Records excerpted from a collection

┌──

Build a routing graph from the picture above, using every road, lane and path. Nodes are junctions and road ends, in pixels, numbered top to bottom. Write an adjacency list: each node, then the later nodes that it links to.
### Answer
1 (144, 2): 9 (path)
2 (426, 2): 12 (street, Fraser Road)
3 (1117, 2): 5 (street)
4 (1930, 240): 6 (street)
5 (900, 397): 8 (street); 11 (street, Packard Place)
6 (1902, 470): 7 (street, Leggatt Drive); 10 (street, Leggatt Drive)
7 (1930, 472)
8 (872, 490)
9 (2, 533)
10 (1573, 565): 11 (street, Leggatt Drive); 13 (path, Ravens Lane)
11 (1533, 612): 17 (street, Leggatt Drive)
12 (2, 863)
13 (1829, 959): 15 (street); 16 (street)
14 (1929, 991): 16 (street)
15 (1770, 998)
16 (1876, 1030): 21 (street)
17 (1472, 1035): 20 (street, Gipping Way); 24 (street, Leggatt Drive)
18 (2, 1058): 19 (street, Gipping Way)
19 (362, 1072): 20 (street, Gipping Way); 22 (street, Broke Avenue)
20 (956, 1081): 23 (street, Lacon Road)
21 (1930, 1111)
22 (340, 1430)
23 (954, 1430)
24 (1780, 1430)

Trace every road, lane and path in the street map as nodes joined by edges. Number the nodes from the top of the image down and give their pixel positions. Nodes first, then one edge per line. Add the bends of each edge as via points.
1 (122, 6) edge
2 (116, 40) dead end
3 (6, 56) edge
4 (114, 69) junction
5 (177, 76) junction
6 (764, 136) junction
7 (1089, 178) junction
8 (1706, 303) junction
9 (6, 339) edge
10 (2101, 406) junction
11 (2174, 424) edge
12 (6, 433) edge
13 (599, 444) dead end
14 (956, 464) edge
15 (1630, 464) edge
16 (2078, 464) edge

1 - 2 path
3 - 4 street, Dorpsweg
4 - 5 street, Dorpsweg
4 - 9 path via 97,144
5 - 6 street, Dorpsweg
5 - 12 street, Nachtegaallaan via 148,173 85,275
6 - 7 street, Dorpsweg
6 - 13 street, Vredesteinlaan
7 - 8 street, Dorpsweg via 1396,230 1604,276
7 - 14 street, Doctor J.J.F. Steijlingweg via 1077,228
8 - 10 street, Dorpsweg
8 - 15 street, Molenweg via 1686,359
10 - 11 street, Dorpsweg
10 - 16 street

└──

# YOUR OBJECTIVE
All records must be repeated exactly, with none skipped.

# ANSWER
Build a routing graph from the picture above, using every road, lane and path. Nodes are junctions and road ends, in pixels, numbered top to bottom. Write an adjacency list: each node, then the later nodes that it links to.
### Answer
1 (144, 2): 9 (path)
2 (426, 2): 12 (street, Fraser Road)
3 (1117, 2): 5 (street)
4 (1930, 240): 6 (street)
5 (900, 397): 8 (street); 11 (street, Packard Place)
6 (1902, 470): 7 (street, Leggatt Drive); 10 (street, Leggatt Drive)
7 (1930, 472)
8 (872, 490)
9 (2, 533)
10 (1573, 565): 11 (street, Leggatt Drive); 13 (path, Ravens Lane)
11 (1533, 612): 17 (street, Leggatt Drive)
12 (2, 863)
13 (1829, 959): 15 (street); 16 (street)
14 (1929, 991): 16 (street)
15 (1770, 998)
16 (1876, 1030): 21 (street)
17 (1472, 1035): 20 (street, Gipping Way); 24 (street, Leggatt Drive)
18 (2, 1058): 19 (street, Gipping Way)
19 (362, 1072): 20 (street, Gipping Way); 22 (street, Broke Avenue)
20 (956, 1081): 23 (street, Lacon Road)
21 (1930, 1111)
22 (340, 1430)
23 (954, 1430)
24 (1780, 1430)

Trace every road, lane and path in the street map as nodes joined by edges. Number the nodes from the top of the image down and give their pixel positions. Nodes first, then one edge per line. Add the bends of each edge as via points.
1 (122, 6) edge
2 (116, 40) dead end
3 (6, 56) edge
4 (114, 69) junction
5 (177, 76) junction
6 (764, 136) junction
7 (1089, 178) junction
8 (1706, 303) junction
9 (6, 339) edge
10 (2101, 406) junction
11 (2174, 424) edge
12 (6, 433) edge
13 (599, 444) dead end
14 (956, 464) edge
15 (1630, 464) edge
16 (2078, 464) edge

1 - 2 path
3 - 4 street, Dorpsweg
4 - 5 street, Dorpsweg
4 - 9 path via 97,144
5 - 6 street, Dorpsweg
5 - 12 street, Nachtegaallaan via 148,173 85,275
6 - 7 street, Dorpsweg
6 - 13 street, Vredesteinlaan
7 - 8 street, Dorpsweg via 1396,230 1604,276
7 - 14 street, Doctor J.J.F. Steijlingweg via 1077,228
8 - 10 street, Dorpsweg
8 - 15 street, Molenweg via 1686,359
10 - 11 street, Dorpsweg
10 - 16 street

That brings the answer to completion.